Material for this task:
"""

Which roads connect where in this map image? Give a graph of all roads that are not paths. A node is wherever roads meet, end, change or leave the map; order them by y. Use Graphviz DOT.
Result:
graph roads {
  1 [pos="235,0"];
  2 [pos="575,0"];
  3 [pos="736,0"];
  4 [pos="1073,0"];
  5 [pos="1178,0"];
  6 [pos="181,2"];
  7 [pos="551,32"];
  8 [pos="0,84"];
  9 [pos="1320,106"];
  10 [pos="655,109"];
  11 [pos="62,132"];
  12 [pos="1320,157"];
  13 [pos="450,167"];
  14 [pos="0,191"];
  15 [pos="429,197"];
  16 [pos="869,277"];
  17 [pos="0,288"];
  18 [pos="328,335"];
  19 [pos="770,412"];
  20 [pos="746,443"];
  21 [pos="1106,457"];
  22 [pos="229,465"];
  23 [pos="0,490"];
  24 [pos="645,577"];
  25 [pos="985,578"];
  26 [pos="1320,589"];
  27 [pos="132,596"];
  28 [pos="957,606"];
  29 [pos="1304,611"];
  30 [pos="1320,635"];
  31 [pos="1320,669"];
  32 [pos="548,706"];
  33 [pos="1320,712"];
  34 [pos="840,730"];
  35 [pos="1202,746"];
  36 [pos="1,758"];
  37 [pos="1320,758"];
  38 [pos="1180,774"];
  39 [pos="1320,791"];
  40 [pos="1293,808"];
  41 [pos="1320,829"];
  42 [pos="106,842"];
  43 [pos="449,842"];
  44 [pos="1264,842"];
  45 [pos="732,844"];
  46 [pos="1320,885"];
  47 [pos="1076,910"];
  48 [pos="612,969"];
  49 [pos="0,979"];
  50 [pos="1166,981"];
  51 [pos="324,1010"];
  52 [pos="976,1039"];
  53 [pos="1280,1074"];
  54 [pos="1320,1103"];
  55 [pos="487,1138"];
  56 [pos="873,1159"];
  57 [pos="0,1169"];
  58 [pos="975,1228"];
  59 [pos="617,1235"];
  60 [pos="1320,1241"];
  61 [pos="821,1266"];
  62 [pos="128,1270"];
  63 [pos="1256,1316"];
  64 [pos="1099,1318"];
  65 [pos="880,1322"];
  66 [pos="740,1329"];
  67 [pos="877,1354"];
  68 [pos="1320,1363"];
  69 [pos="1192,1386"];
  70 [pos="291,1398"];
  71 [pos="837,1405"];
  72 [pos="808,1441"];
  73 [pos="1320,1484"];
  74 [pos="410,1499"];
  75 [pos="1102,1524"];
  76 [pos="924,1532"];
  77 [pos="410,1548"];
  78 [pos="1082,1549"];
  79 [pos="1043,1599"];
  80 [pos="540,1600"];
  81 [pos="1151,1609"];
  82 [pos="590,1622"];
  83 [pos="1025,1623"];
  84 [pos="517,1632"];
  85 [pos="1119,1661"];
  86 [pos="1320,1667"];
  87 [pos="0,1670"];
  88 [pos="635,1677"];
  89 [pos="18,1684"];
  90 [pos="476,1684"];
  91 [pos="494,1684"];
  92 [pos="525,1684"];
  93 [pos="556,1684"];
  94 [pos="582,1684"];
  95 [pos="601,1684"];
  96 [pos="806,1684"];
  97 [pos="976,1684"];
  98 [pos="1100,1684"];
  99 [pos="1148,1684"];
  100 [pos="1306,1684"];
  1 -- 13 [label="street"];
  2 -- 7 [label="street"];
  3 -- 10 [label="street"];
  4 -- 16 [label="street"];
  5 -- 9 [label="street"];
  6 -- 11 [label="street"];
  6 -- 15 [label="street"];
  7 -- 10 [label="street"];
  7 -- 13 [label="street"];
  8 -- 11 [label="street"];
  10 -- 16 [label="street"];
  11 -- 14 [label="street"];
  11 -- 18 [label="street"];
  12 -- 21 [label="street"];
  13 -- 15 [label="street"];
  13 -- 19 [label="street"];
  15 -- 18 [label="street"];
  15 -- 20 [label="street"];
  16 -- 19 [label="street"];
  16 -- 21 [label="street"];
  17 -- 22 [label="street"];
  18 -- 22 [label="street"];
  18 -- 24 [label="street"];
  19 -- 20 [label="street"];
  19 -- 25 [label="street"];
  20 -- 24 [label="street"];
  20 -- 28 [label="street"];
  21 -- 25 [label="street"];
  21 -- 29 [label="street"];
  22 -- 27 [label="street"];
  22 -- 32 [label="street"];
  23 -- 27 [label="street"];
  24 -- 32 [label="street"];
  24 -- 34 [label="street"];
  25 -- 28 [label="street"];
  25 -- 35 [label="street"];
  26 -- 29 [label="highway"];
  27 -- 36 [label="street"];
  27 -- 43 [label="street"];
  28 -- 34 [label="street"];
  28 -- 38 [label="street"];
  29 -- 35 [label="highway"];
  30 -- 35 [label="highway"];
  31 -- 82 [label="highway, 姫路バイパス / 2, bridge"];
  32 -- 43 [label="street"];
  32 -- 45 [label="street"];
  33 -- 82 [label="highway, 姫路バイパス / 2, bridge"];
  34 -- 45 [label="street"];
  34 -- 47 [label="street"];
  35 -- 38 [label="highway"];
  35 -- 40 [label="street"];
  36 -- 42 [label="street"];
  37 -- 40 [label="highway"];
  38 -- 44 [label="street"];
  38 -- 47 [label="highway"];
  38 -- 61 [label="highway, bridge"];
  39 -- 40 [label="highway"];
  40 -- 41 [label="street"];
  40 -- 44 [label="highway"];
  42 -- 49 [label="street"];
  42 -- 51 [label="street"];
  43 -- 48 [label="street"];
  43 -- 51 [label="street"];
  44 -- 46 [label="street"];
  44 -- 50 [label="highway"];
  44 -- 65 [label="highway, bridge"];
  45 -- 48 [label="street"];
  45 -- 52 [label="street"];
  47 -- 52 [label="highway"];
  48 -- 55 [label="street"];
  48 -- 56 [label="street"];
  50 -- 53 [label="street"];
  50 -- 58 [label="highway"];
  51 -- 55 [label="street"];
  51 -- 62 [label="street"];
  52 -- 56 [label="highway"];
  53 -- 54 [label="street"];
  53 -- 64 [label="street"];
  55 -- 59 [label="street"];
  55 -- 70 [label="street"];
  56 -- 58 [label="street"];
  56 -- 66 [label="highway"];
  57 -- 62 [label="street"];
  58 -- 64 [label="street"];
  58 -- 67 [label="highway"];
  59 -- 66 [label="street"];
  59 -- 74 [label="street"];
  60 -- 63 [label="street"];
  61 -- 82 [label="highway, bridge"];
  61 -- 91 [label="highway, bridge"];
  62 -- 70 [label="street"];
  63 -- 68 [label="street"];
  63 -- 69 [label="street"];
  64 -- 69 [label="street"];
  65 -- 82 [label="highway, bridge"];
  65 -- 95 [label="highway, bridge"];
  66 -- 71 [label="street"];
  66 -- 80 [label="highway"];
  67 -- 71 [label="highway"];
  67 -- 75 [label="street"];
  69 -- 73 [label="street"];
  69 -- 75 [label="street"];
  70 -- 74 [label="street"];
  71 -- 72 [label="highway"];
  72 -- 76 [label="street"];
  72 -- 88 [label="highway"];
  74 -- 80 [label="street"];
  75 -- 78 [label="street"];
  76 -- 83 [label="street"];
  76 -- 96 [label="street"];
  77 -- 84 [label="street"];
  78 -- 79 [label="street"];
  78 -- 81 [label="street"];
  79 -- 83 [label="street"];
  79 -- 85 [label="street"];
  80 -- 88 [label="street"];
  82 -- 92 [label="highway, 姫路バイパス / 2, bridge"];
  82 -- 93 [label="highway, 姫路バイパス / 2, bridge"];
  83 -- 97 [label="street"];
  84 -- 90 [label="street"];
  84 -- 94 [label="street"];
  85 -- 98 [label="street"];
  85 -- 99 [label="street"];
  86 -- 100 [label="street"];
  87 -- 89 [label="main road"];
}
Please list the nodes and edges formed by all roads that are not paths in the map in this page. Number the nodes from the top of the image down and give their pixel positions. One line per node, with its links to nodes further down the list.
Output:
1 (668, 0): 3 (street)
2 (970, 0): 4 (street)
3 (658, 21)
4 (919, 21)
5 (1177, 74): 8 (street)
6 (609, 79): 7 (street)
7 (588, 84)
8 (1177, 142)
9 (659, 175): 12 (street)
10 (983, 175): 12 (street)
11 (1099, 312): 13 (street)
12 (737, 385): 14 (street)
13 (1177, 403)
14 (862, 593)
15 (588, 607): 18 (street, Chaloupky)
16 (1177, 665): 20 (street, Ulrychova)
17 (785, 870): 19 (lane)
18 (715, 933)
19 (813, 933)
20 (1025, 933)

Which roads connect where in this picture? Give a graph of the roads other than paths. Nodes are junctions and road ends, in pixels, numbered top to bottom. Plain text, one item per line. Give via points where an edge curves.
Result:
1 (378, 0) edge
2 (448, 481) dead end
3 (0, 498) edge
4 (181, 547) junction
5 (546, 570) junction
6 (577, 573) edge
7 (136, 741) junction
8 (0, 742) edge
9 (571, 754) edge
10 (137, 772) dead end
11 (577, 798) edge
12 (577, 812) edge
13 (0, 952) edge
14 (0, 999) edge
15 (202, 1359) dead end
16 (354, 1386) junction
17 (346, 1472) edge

"""

Work task:
Every line that contains the string "roads" should be copied from the records.

Reply:
Which roads connect where in this map image? Give a graph of all roads that are not paths. A node is wherever roads meet, end, change or leave the map; order them by y. Use Graphviz DOT.
graph roads {
Please list the nodes and edges formed by all roads that are not paths in the map in this page. Number the nodes from the top of the image down and give their pixel positions. One line per node, with its links to nodes further down the list.
Which roads connect where in this picture? Give a graph of the roads other than paths. Nodes are junctions and road ends, in pixels, numbered top to bottom. Plain text, one item per line. Give via points where an edge curves.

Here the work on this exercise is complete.